YOUR INSTRUCTIONS:
What you give back must match the records below exactly.
Start of RECORDS FOR THE EXERCISE
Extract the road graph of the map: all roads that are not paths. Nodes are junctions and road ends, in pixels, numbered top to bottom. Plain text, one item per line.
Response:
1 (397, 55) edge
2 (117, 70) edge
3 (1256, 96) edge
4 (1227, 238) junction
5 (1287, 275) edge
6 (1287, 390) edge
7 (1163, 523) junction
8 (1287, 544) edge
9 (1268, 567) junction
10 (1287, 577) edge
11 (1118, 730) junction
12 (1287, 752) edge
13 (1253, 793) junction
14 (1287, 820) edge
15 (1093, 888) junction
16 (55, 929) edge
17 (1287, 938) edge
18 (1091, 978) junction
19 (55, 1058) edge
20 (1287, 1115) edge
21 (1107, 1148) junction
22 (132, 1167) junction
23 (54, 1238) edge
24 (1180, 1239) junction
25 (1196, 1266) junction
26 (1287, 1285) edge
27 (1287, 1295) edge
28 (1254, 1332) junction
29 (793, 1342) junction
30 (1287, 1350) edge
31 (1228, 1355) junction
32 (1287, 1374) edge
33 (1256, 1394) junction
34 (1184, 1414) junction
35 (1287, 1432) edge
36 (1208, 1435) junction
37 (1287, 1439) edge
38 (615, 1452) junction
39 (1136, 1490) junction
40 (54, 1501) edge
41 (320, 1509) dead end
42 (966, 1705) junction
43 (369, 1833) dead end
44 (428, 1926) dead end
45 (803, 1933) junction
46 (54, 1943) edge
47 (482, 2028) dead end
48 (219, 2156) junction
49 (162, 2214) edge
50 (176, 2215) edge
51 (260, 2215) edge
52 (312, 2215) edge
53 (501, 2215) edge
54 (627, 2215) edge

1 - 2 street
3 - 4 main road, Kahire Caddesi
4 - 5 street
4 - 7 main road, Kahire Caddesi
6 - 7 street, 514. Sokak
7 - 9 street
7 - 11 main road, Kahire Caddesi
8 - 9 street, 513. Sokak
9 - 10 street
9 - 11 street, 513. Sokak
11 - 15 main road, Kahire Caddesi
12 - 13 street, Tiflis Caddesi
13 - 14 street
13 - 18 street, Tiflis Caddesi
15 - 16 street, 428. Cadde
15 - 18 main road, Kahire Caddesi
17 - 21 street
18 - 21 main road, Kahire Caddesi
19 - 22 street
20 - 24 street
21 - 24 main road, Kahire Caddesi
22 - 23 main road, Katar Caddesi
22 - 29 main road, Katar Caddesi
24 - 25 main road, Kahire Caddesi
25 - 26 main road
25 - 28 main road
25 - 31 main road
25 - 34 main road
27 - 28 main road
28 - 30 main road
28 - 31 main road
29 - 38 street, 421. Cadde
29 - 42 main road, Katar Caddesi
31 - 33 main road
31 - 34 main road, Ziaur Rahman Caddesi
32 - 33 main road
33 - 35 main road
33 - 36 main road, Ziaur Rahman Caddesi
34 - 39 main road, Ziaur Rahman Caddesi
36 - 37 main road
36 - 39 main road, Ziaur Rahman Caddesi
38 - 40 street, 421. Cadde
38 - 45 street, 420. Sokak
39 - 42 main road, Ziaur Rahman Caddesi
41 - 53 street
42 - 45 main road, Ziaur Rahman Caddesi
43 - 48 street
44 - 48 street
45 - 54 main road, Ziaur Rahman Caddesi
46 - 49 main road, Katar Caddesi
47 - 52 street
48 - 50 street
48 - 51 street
End of RECORDS FOR THE EXERCISE
ANSWER BELOW:
Extract the road graph of the map: all roads that are not paths. Nodes are junctions and road ends, in pixels, numbered top to bottom. Plain text, one item per line.
Response:
1 (397, 55) edge
2 (117, 70) edge
3 (1256, 96) edge
4 (1227, 238) junction
5 (1287, 275) edge
6 (1287, 390) edge
7 (1163, 523) junction
8 (1287, 544) edge
9 (1268, 567) junction
10 (1287, 577) edge
11 (1118, 730) junction
12 (1287, 752) edge
13 (1253, 793) junction
14 (1287, 820) edge
15 (1093, 888) junction
16 (55, 929) edge
17 (1287, 938) edge
18 (1091, 978) junction
19 (55, 1058) edge
20 (1287, 1115) edge
21 (1107, 1148) junction
22 (132, 1167) junction
23 (54, 1238) edge
24 (1180, 1239) junction
25 (1196, 1266) junction
26 (1287, 1285) edge
27 (1287, 1295) edge
28 (1254, 1332) junction
29 (793, 1342) junction
30 (1287, 1350) edge
31 (1228, 1355) junction
32 (1287, 1374) edge
33 (1256, 1394) junction
34 (1184, 1414) junction
35 (1287, 1432) edge
36 (1208, 1435) junction
37 (1287, 1439) edge
38 (615, 1452) junction
39 (1136, 1490) junction
40 (54, 1501) edge
41 (320, 1509) dead end
42 (966, 1705) junction
43 (369, 1833) dead end
44 (428, 1926) dead end
45 (803, 1933) junction
46 (54, 1943) edge
47 (482, 2028) dead end
48 (219, 2156) junction
49 (162, 2214) edge
50 (176, 2215) edge
51 (260, 2215) edge
52 (312, 2215) edge
53 (501, 2215) edge
54 (627, 2215) edge

1 - 2 street
3 - 4 main road, Kahire Caddesi
4 - 5 street
4 - 7 main road, Kahire Caddesi
6 - 7 street, 514. Sokak
7 - 9 street
7 - 11 main road, Kahire Caddesi
8 - 9 street, 513. Sokak
9 - 10 street
9 - 11 street, 513. Sokak
11 - 15 main road, Kahire Caddesi
12 - 13 street, Tiflis Caddesi
13 - 14 street
13 - 18 street, Tiflis Caddesi
15 - 16 street, 428. Cadde
15 - 18 main road, Kahire Caddesi
17 - 21 street
18 - 21 main road, Kahire Caddesi
19 - 22 street
20 - 24 street
21 - 24 main road, Kahire Caddesi
22 - 23 main road, Katar Caddesi
22 - 29 main road, Katar Caddesi
24 - 25 main road, Kahire Caddesi
25 - 26 main road
25 - 28 main road
25 - 31 main road
25 - 34 main road
27 - 28 main road
28 - 30 main road
28 - 31 main road
29 - 38 street, 421. Cadde
29 - 42 main road, Katar Caddesi
31 - 33 main road
31 - 34 main road, Ziaur Rahman Caddesi
32 - 33 main road
33 - 35 main road
33 - 36 main road, Ziaur Rahman Caddesi
34 - 39 main road, Ziaur Rahman Caddesi
36 - 37 main road
36 - 39 main road, Ziaur Rahman Caddesi
38 - 40 street, 421. Cadde
38 - 45 street, 420. Sokak
39 - 42 main road, Ziaur Rahman Caddesi
41 - 53 street
42 - 45 main road, Ziaur Rahman Caddesi
43 - 48 street
44 - 48 street
45 - 54 main road, Ziaur Rahman Caddesi
46 - 49 main road, Katar Caddesi
47 - 52 street
48 - 50 street
48 - 51 street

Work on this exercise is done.